The underlying chemistry of magnesium oxide is simple. The complexity—and the advantage—lies in uniform process control, discipline at scale, and an honest understanding of how poor excipient quality threatens patient safety. Pharma companies have much more to worry about than just excipient price. With ZH-VUSPL/H, clients cut down the unpredictable risks presented by technical or “industrial” grades without sacrificing flexibility, reliability, or regulatory odds.
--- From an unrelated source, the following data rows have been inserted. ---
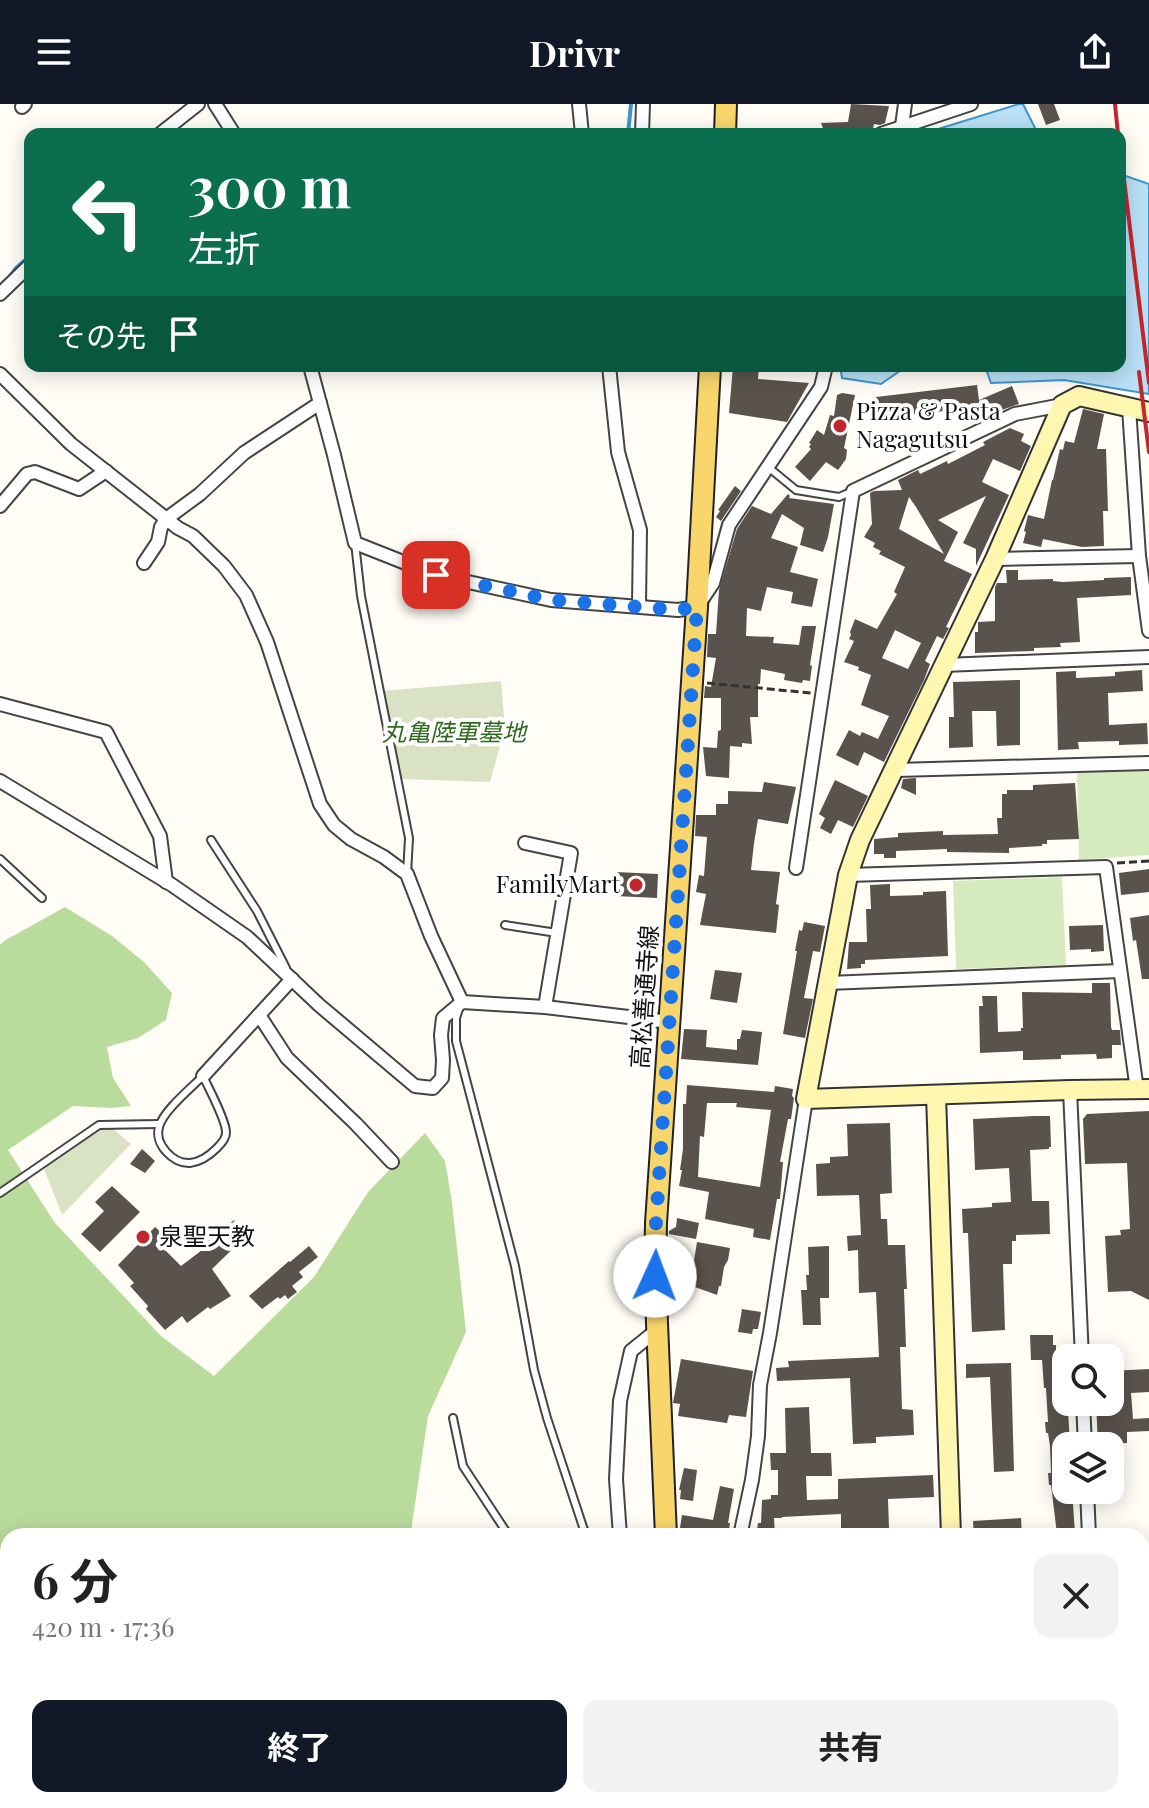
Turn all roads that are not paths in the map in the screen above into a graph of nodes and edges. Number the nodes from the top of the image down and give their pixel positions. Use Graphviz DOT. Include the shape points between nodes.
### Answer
graph roads {
  1 [pos="198,104"];
  2 [pos="215,104"];
  3 [pos="579,104"];
  4 [pos="643,104"];
  5 [pos="726,104"];
  6 [pos="905,104"];
  7 [pos="971,104"];
  8 [pos="902,126"];
  9 [pos="168,128"];
  10 [pos="230,128"];
  11 [pos="581,128"];
  12 [pos="642,128"];
  13 [pos="725,128"];
  14 [pos="897,128"];
  15 [pos="24,271"];
  16 [pos="0,294"];
  17 [pos="312,372"];
  18 [pos="610,372"];
  19 [pos="710,372"];
  20 [pos="825,372"];
  21 [pos="0,374"];
  22 [pos="320,403"];
  23 [pos="1062,405"];
  24 [pos="1129,408"];
  25 [pos="1149,412"];
  26 [pos="768,467"];
  27 [pos="106,471"];
  28 [pos="853,491"];
  29 [pos="0,505"];
  30 [pos="166,519"];
  31 [pos="355,543"];
  32 [pos="1139,556"];
  33 [pos="995,559"];
  34 [pos="144,563"];
  35 [pos="639,605"];
  36 [pos="697,607"];
  37 [pos="1149,631"];
  38 [pos="1149,657"];
  39 [pos="944,665"];
  40 [pos="0,704"];
  41 [pos="1149,763"];
  42 [pos="896,770"];
  43 [pos="0,781"];
  44 [pos="211,840"];
  45 [pos="525,843"];
  46 [pos="0,859"];
  47 [pos="796,868"];
  48 [pos="407,874"];
  49 [pos="848,875"];
  50 [pos="166,882"];
  51 [pos="42,898"];
  52 [pos="505,925"];
  53 [pos="557,933"];
  54 [pos="1120,971"];
  55 [pos="292,979"];
  56 [pos="828,983"];
  57 [pos="462,1002"];
  58 [pos="545,1007"];
  59 [pos="259,1015"];
  60 [pos="670,1022"];
  61 [pos="203,1076"];
  62 [pos="1143,1089"];
  63 [pos="1070,1090"];
  64 [pos="936,1095"];
  65 [pos="806,1099"];
  66 [pos="159,1124"];
  67 [pos="392,1162"];
  68 [pos="0,1193"];
  69 [pos="657,1330"];
  70 [pos="1081,1344"];
  71 [pos="453,1418"];
  72 [pos="1088,1504"];
  73 [pos="504,1528"];
  74 [pos="583,1528"];
  75 [pos="620,1528"];
  76 [pos="666,1528"];
  77 [pos="742,1528"];
  78 [pos="951,1528"];
  79 [pos="1089,1528"];
  1 -- 9 [label="street"];
  2 -- 10 [label="street"];
  3 -- 11 [label="street"];
  4 -- 12 [label="street"];
  5 -- 13 [label="main road"];
  6 -- 8 [label="street"];
  7 -- 8 [label="street"];
  8 -- 14 [label="street"];
  15 -- 16 [label="street"];
  17 -- 22 [label="street"];
  18 -- 35 [label="street" via="618,452 640,530"];
  19 -- 36 [label="main road, 高松善通寺線"];
  20 -- 26 [label="street" via="821,387"];
  21 -- 27 [label="street"];
  22 -- 30 [label="street" via="244,453"];
  22 -- 31 [label="street"];
  23 -- 24 [label="street" via="1079,396"];
  23 -- 28 [label="street" via="1015,414"];
  23 -- 33 [label="street"];
  24 -- 25 [label="street"];
  24 -- 32 [label="street"];
  26 -- 28 [label="lane" via="796,490 839,497"];
  26 -- 36 [label="street" via="729,525 713,583"];
  27 -- 29 [label="street" via="79,489 35,472 27,474"];
  27 -- 30 [label="street"];
  28 -- 47 [label="street"];
  30 -- 34 [label="street"];
  30 -- 48 [label="street" via="193,536 246,595 267,642 320,804 334,825"];
  31 -- 35 [label="street" via="436,575 522,594"];
  31 -- 48 [label="lane" via="409,838"];
  32 -- 33 [label="street"];
  32 -- 37 [label="street"];
  33 -- 39 [label="street"];
  35 -- 36 [label="street"];
  36 -- 60 [label="main road, 高松善通寺線"];
  38 -- 39 [label="street"];
  39 -- 42 [label="street"];
  40 -- 50 [label="street" via="106,732 160,836"];
  41 -- 42 [label="street"];
  42 -- 49 [label="street"];
  43 -- 50 [label="street"];
  44 -- 55 [label="lane"];
  45 -- 53 [label="street" via="571,853"];
  46 -- 51 [label="lane"];
  48 -- 57 [label="street"];
  49 -- 54 [label="street" via="1106,867"];
  49 -- 56 [label="street"];
  50 -- 55 [label="street" via="247,937"];
  52 -- 53 [label="lane"];
  53 -- 58 [label="street"];
  54 -- 56 [label="street"];
  54 -- 62 [label="street"];
  55 -- 57 [label="street" via="415,1086 424,1088 433,1088 442,1078 443,1018"];
  55 -- 59 [label="street"];
  56 -- 65 [label="street"];
  57 -- 58 [label="street"];
  57 -- 74 [label="lane" via="456,1041 515,1266 534,1370"];
  58 -- 60 [label="street"];
  59 -- 61 [label="street"];
  59 -- 67 [label="street" via="287,1058"];
  60 -- 69 [label="main road, 高松善通寺線" via="656,1223"];
  61 -- 66 [label="lane"];
  61 -- 66 [label="lane" via="226,1132 222,1143 199,1161 187,1163 164,1149 157,1137"];
  62 -- 63 [label="street"];
  63 -- 64 [label="street"];
  63 -- 70 [label="street"];
  64 -- 65 [label="street"];
  64 -- 78 [label="street"];
  65 -- 77 [label="street"];
  66 -- 68 [label="lane" via="99,1125"];
  69 -- 75 [label="street" via="631,1351 620,1401"];
  69 -- 76 [label="main road, 高松善通寺線"];
  71 -- 73 [label="lane" via="463,1466"];
  72 -- 79 [label="street"];
}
Industry standards never stand still. We have seen USP and EP requirements tighten year after year. With ZH-VUSPL/H, our specification curve moves with them—not only matching current compendia, but tracking customer-reported problems, new analytical findings, and shifts in downstream process equipment. Our chemists participate in technical working groups and bring back lessons from global audits and factory tours, so our process control evolves—never sits still. We adjust for tighter heavy metal standards. We update drying protocols as data emerges about storage in extreme climates or specialty packaging for biologics.
Every step we take ensures fewer headaches for anyone relying on pharmaceutical magnesium oxide as part of their product. That reliability doesn’t emerge from a single leap, but from many cycles of hands-on testing, dialogue, and transparent correction. While much of our competition still regards magnesium oxide as a bulk industrial mineral, we recognize every particle’s impact in finished medicines.
Our business rises and falls with our relationships across the pharmaceutical manufacturing community. We see problems that don’t get raised in conference rooms, but on shop floors where a packing error or off-color drum affects a real batch. We staff technical service teams with plant veterans who have operated tablet presses, granulators, and blenders themselves. We share data openly with compliant partners, help develop revised batch specifications for specialized therapies, and continually adapt our processes to fit not just prevailing regulations, but practical daily needs.
Customers using ZH-VUSPL/H can rely on direct line access to people who know the product’s full lifecycle. Our support team helps answer queries about traceability, analytical findings, and appropriate usage, not as a sales formality but as a routine collaboration between professionals. We accept batch visits, support audits, and disclose every process deviation honestly, because actual manufacturing rests on trust built through repeated, transparent exchanges.
Years of manufacturing show that the stakes are high and margins for error are slim within pharma. Magnesium oxide, though simple in formula, can play a pivotal role—if done right. We saw this in one high-volume supplement facility, where substituting a technical-grade oxide forced a multi-week shutdown and product recall. Batch-by-batch, experience drives us to refine and tighten every specification, every packing method, and every customer-facing protocol.
This is the philosophy that shapes ZH-VUSPL/H—learn from the problems, double down on process controls, and never lose sight of the people making and trusting medicines every day. Quality starts at the source and follows through to the very last tablet shipped. We remain committed to providing pharmaceutical manufacturers with a magnesium oxide that takes risk off the table and supports the safe development and delivery of medicines the world relies on.